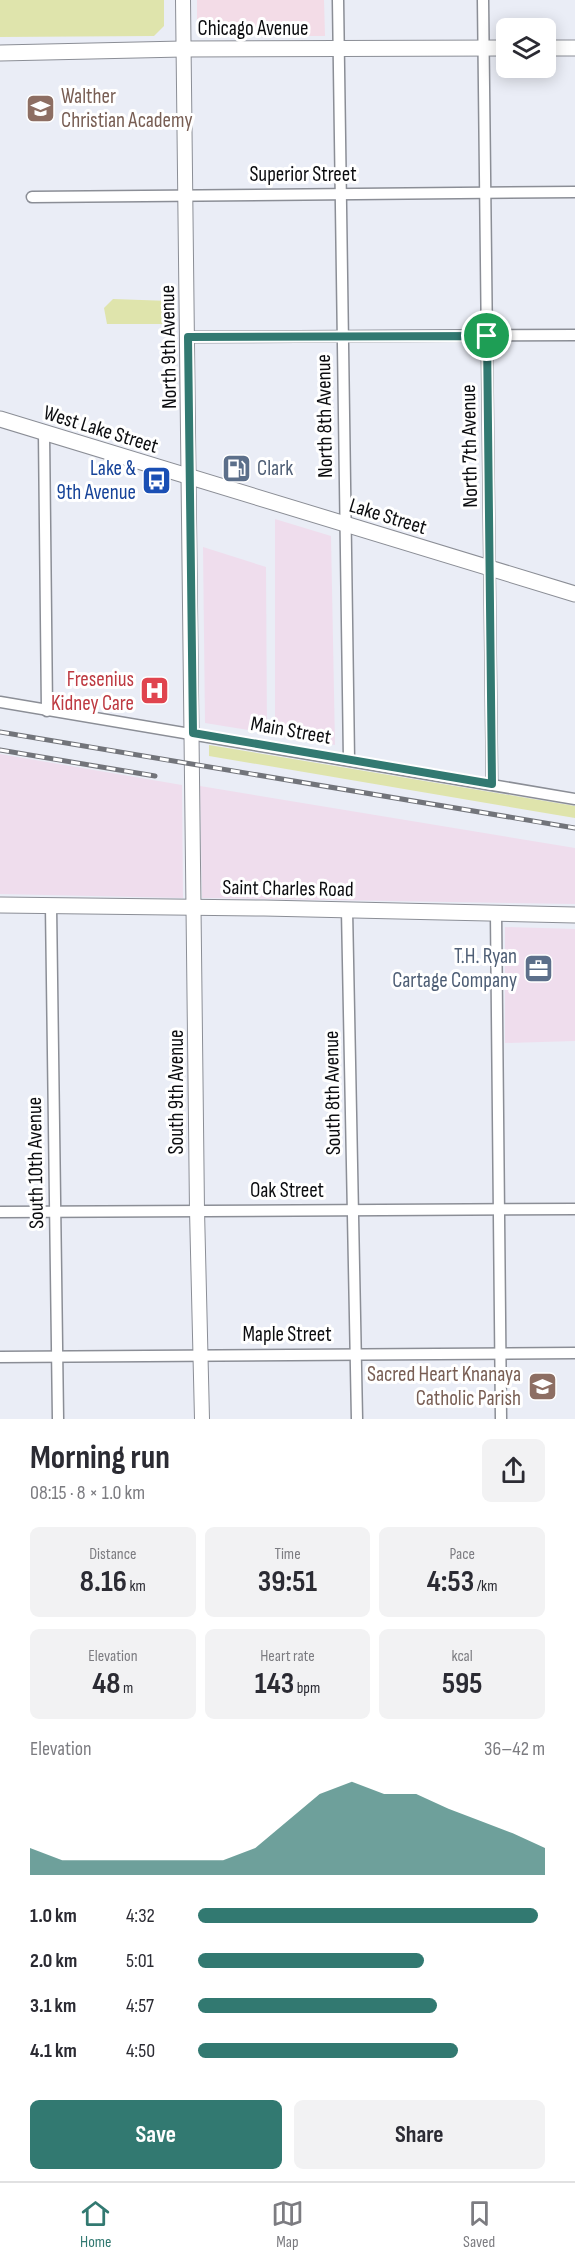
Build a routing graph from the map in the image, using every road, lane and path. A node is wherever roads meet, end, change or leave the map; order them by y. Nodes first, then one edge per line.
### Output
1 (183, 0) edge
2 (338, 0) edge
3 (483, 0) edge
4 (338, 48) junction
5 (483, 48) junction
6 (496, 48) edge
7 (556, 48) edge
8 (575, 48) edge
9 (183, 49) junction
10 (0, 53) edge
11 (575, 192) edge
12 (485, 193) junction
13 (187, 194) junction
14 (340, 194) junction
15 (32, 196) dead end
16 (487, 336) junction
17 (575, 336) edge
18 (188, 337) junction
19 (343, 337) junction
20 (0, 419) edge
21 (44, 433) junction
22 (190, 478) junction
23 (345, 525) junction
24 (490, 569) junction
25 (575, 594) edge
26 (0, 702) edge
27 (47, 711) junction
28 (193, 733) junction
29 (349, 760) junction
30 (193, 765) joint
31 (492, 784) junction
32 (575, 799) edge
33 (0, 905) edge
34 (51, 906) junction
35 (195, 908) junction
36 (347, 910) junction
37 (496, 913) junction
38 (575, 915) edge
39 (354, 1209) junction
40 (575, 1209) edge
41 (197, 1210) junction
42 (500, 1210) junction
43 (55, 1211) junction
44 (0, 1212) edge
45 (501, 1353) junction
46 (575, 1353) edge
47 (356, 1354) junction
48 (201, 1355) junction
49 (57, 1356) junction
50 (0, 1357) edge
51 (58, 1419) edge
52 (202, 1419) edge
53 (357, 1419) edge
54 (501, 1419) edge

1 - 9 street, North 9th Avenue
2 - 4 street, North 8th Avenue
3 - 5 street, North 7th Avenue
4 - 5 main road, Chicago Avenue
4 - 9 main road, Chicago Avenue
4 - 14 street, North 8th Avenue
5 - 6 main road, Chicago Avenue
5 - 12 street, North 7th Avenue
7 - 8 main road
9 - 10 main road, Chicago Avenue
9 - 13 street, North 9th Avenue
11 - 12 street, Superior Street
12 - 14 street, Superior Street
12 - 16 street, North 7th Avenue
13 - 14 street, Superior Street
13 - 15 street, Superior Street
13 - 18 street, North 9th Avenue
14 - 19 street, North 8th Avenue
16 - 17 street
16 - 19 street
16 - 24 street, North 7th Avenue
18 - 19 street
18 - 22 street, North 9th Avenue
19 - 23 street, North 8th Avenue
20 - 21 main road, West Lake Street
21 - 22 main road, West Lake Street
21 - 27 street
22 - 23 main road, Lake Street
22 - 28 street, North 9th Avenue
23 - 24 main road, Lake Street
23 - 29 street, North 8th Avenue
24 - 25 main road, Lake Street
24 - 31 street, North 7th Avenue
26 - 27 street, Main Street
27 - 28 street, Main Street
28 - 29 street, Main Street
28 - 30 street, North 9th Avenue
29 - 31 street, Main Street
30 - 35 street, South 9th Avenue
31 - 32 street, Main Street
33 - 34 main road, Saint Charles Road
34 - 35 main road, Saint Charles Road
34 - 43 street, South 10th Avenue
35 - 36 main road, Saint Charles Road
35 - 41 street, South 9th Avenue
36 - 37 main road, Saint Charles Road
36 - 39 street, South 8th Avenue
37 - 38 main road, Saint Charles Road
37 - 42 street
39 - 41 street, Oak Street
39 - 42 street, Oak Street
39 - 47 street, South 8th Avenue
40 - 42 street, Oak Street
41 - 43 street, Oak Street
41 - 48 street, South 9th Avenue
42 - 45 street
43 - 44 street, Oak Street
43 - 49 street, South 10th Avenue
45 - 46 street, Maple Street
45 - 47 street, Maple Street
45 - 54 street
47 - 48 street, Maple Street
47 - 53 street, South 8th Avenue
48 - 49 street, Maple Street
48 - 52 street, South 9th Avenue
49 - 50 street, Maple Street
49 - 51 street, South 10th Avenue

_Task to carry out:_ Only lines that contain "Chicago" are needed, so copy each of them from the data.

_Exercise solution:_
4 - 5 main road, Chicago Avenue
4 - 9 main road, Chicago Avenue
5 - 6 main road, Chicago Avenue
9 - 10 main road, Chicago Avenue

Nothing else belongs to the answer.